## DIRECTIONS
Start at the line that contains "index tip: (87, 108)". Repeat it and each line after it, exactly, up to and including the final line of the data.

Joint position lists:
*** Block opens ***
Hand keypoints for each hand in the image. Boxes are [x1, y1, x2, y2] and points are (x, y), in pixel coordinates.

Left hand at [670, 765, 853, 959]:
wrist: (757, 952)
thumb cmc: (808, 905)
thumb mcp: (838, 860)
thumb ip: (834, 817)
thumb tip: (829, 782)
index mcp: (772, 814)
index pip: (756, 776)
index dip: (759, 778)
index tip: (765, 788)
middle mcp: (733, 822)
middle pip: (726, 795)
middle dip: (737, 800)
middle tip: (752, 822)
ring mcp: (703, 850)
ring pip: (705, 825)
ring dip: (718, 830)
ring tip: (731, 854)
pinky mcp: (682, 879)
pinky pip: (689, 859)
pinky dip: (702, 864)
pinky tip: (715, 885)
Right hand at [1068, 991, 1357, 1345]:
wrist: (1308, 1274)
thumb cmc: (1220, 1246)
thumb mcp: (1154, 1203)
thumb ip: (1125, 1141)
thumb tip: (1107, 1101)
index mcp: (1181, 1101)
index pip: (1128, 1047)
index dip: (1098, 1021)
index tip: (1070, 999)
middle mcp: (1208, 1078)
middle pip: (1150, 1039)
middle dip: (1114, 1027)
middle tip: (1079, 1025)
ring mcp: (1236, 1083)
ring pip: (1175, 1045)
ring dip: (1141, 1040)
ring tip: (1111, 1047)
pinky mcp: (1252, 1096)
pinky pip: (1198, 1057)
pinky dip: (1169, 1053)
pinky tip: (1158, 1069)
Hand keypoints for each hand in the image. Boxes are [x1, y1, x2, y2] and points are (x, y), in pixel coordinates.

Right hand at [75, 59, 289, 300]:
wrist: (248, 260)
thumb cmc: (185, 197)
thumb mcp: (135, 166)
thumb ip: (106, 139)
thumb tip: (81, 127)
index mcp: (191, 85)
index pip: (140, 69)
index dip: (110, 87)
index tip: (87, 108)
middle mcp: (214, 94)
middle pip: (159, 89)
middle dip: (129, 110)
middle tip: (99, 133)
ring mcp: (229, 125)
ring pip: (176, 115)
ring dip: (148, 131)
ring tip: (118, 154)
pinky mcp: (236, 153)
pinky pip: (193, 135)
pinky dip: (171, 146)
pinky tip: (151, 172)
*** Block closes ***
## WRITTEN REPLY
index tip: (87, 108)
middle mcp: (214, 94)
middle pip: (159, 89)
middle dip: (129, 110)
middle tip: (99, 133)
ring mcp: (229, 125)
ring pip: (176, 115)
ring dip: (148, 131)
ring tip: (118, 154)
pinky mcp: (236, 153)
pinky pip: (193, 135)
pinky dip: (171, 146)
pinky tip: (151, 172)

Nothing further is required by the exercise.